**WHAT TO DO**: Word for word, repeat every entry that appears below.

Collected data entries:

= = = = = = =

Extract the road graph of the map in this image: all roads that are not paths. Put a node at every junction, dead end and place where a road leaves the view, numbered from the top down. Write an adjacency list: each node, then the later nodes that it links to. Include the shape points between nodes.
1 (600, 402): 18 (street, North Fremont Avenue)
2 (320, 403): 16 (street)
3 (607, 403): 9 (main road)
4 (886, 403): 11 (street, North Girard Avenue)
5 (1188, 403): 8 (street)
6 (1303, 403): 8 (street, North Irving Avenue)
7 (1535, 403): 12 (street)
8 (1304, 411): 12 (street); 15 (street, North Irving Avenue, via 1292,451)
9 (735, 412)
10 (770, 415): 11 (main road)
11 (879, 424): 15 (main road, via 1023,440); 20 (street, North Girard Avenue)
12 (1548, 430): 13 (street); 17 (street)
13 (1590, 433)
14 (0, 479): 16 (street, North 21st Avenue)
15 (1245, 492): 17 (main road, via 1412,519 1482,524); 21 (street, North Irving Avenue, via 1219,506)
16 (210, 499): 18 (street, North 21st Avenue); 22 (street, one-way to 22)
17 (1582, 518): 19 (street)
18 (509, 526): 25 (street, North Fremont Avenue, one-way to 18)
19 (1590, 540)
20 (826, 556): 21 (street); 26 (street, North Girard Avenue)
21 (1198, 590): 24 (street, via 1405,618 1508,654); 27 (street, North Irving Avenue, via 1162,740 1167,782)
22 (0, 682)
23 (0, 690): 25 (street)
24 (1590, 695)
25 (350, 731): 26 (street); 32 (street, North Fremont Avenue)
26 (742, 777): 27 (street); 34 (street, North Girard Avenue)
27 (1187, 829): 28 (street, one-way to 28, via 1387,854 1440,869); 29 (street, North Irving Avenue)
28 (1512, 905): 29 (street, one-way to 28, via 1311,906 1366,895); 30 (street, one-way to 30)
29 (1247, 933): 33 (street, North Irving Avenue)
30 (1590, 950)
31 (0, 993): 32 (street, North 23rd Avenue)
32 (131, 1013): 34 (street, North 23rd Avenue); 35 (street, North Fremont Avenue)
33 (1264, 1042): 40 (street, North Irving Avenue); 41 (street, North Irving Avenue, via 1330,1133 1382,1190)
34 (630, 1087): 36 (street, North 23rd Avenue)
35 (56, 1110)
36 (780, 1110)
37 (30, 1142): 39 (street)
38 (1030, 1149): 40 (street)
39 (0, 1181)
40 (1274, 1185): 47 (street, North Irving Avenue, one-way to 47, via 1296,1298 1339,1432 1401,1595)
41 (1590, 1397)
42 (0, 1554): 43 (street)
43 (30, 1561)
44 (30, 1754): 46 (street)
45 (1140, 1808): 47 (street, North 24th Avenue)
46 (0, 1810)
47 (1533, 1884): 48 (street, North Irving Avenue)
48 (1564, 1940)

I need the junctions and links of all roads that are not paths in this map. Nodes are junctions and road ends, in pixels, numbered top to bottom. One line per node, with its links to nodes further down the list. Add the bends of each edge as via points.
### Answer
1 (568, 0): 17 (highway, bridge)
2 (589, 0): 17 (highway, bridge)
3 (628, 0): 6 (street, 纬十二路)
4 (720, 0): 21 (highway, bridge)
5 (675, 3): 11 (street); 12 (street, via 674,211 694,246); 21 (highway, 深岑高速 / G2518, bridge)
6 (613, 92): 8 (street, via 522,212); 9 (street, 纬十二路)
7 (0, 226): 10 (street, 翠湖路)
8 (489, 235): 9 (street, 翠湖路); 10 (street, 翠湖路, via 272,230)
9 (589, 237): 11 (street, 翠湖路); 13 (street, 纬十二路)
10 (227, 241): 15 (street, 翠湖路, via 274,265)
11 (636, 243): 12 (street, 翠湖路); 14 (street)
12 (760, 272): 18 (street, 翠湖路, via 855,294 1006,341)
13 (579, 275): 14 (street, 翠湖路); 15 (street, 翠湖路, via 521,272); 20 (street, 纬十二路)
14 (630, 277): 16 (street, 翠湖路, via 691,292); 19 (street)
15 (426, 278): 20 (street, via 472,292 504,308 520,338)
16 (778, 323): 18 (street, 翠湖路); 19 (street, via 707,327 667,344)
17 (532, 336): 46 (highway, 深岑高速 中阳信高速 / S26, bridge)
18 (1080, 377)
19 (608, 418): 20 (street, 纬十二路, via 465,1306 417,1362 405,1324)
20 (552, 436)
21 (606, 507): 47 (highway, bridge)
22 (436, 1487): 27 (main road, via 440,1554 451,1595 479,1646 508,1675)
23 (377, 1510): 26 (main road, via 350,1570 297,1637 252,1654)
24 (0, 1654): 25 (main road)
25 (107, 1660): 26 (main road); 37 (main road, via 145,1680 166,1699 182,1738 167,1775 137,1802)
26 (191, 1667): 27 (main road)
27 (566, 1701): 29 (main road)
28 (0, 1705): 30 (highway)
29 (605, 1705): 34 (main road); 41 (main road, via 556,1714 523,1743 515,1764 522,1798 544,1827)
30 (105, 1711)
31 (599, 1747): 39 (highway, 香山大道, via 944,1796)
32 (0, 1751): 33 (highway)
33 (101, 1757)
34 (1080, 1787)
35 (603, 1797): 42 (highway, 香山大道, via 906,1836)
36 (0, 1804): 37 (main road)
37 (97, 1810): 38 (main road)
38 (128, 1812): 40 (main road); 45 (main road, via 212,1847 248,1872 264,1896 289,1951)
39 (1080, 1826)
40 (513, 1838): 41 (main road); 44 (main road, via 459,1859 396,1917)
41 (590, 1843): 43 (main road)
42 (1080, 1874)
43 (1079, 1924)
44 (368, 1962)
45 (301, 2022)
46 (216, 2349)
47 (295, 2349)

= = = = = = =

**RESPONSE BELOW**:
Extract the road graph of the map in this image: all roads that are not paths. Put a node at every junction, dead end and place where a road leaves the view, numbered from the top down. Write an adjacency list: each node, then the later nodes that it links to. Include the shape points between nodes.
1 (600, 402): 18 (street, North Fremont Avenue)
2 (320, 403): 16 (street)
3 (607, 403): 9 (main road)
4 (886, 403): 11 (street, North Girard Avenue)
5 (1188, 403): 8 (street)
6 (1303, 403): 8 (street, North Irving Avenue)
7 (1535, 403): 12 (street)
8 (1304, 411): 12 (street); 15 (street, North Irving Avenue, via 1292,451)
9 (735, 412)
10 (770, 415): 11 (main road)
11 (879, 424): 15 (main road, via 1023,440); 20 (street, North Girard Avenue)
12 (1548, 430): 13 (street); 17 (street)
13 (1590, 433)
14 (0, 479): 16 (street, North 21st Avenue)
15 (1245, 492): 17 (main road, via 1412,519 1482,524); 21 (street, North Irving Avenue, via 1219,506)
16 (210, 499): 18 (street, North 21st Avenue); 22 (street, one-way to 22)
17 (1582, 518): 19 (street)
18 (509, 526): 25 (street, North Fremont Avenue, one-way to 18)
19 (1590, 540)
20 (826, 556): 21 (street); 26 (street, North Girard Avenue)
21 (1198, 590): 24 (street, via 1405,618 1508,654); 27 (street, North Irving Avenue, via 1162,740 1167,782)
22 (0, 682)
23 (0, 690): 25 (street)
24 (1590, 695)
25 (350, 731): 26 (street); 32 (street, North Fremont Avenue)
26 (742, 777): 27 (street); 34 (street, North Girard Avenue)
27 (1187, 829): 28 (street, one-way to 28, via 1387,854 1440,869); 29 (street, North Irving Avenue)
28 (1512, 905): 29 (street, one-way to 28, via 1311,906 1366,895); 30 (street, one-way to 30)
29 (1247, 933): 33 (street, North Irving Avenue)
30 (1590, 950)
31 (0, 993): 32 (street, North 23rd Avenue)
32 (131, 1013): 34 (street, North 23rd Avenue); 35 (street, North Fremont Avenue)
33 (1264, 1042): 40 (street, North Irving Avenue); 41 (street, North Irving Avenue, via 1330,1133 1382,1190)
34 (630, 1087): 36 (street, North 23rd Avenue)
35 (56, 1110)
36 (780, 1110)
37 (30, 1142): 39 (street)
38 (1030, 1149): 40 (street)
39 (0, 1181)
40 (1274, 1185): 47 (street, North Irving Avenue, one-way to 47, via 1296,1298 1339,1432 1401,1595)
41 (1590, 1397)
42 (0, 1554): 43 (street)
43 (30, 1561)
44 (30, 1754): 46 (street)
45 (1140, 1808): 47 (street, North 24th Avenue)
46 (0, 1810)
47 (1533, 1884): 48 (street, North Irving Avenue)
48 (1564, 1940)

I need the junctions and links of all roads that are not paths in this map. Nodes are junctions and road ends, in pixels, numbered top to bottom. One line per node, with its links to nodes further down the list. Add the bends of each edge as via points.
### Answer
1 (568, 0): 17 (highway, bridge)
2 (589, 0): 17 (highway, bridge)
3 (628, 0): 6 (street, 纬十二路)
4 (720, 0): 21 (highway, bridge)
5 (675, 3): 11 (street); 12 (street, via 674,211 694,246); 21 (highway, 深岑高速 / G2518, bridge)
6 (613, 92): 8 (street, via 522,212); 9 (street, 纬十二路)
7 (0, 226): 10 (street, 翠湖路)
8 (489, 235): 9 (street, 翠湖路); 10 (street, 翠湖路, via 272,230)
9 (589, 237): 11 (street, 翠湖路); 13 (street, 纬十二路)
10 (227, 241): 15 (street, 翠湖路, via 274,265)
11 (636, 243): 12 (street, 翠湖路); 14 (street)
12 (760, 272): 18 (street, 翠湖路, via 855,294 1006,341)
13 (579, 275): 14 (street, 翠湖路); 15 (street, 翠湖路, via 521,272); 20 (street, 纬十二路)
14 (630, 277): 16 (street, 翠湖路, via 691,292); 19 (street)
15 (426, 278): 20 (street, via 472,292 504,308 520,338)
16 (778, 323): 18 (street, 翠湖路); 19 (street, via 707,327 667,344)
17 (532, 336): 46 (highway, 深岑高速 中阳信高速 / S26, bridge)
18 (1080, 377)
19 (608, 418): 20 (street, 纬十二路, via 465,1306 417,1362 405,1324)
20 (552, 436)
21 (606, 507): 47 (highway, bridge)
22 (436, 1487): 27 (main road, via 440,1554 451,1595 479,1646 508,1675)
23 (377, 1510): 26 (main road, via 350,1570 297,1637 252,1654)
24 (0, 1654): 25 (main road)
25 (107, 1660): 26 (main road); 37 (main road, via 145,1680 166,1699 182,1738 167,1775 137,1802)
26 (191, 1667): 27 (main road)
27 (566, 1701): 29 (main road)
28 (0, 1705): 30 (highway)
29 (605, 1705): 34 (main road); 41 (main road, via 556,1714 523,1743 515,1764 522,1798 544,1827)
30 (105, 1711)
31 (599, 1747): 39 (highway, 香山大道, via 944,1796)
32 (0, 1751): 33 (highway)
33 (101, 1757)
34 (1080, 1787)
35 (603, 1797): 42 (highway, 香山大道, via 906,1836)
36 (0, 1804): 37 (main road)
37 (97, 1810): 38 (main road)
38 (128, 1812): 40 (main road); 45 (main road, via 212,1847 248,1872 264,1896 289,1951)
39 (1080, 1826)
40 (513, 1838): 41 (main road); 44 (main road, via 459,1859 396,1917)
41 (590, 1843): 43 (main road)
42 (1080, 1874)
43 (1079, 1924)
44 (368, 1962)
45 (301, 2022)
46 (216, 2349)
47 (295, 2349)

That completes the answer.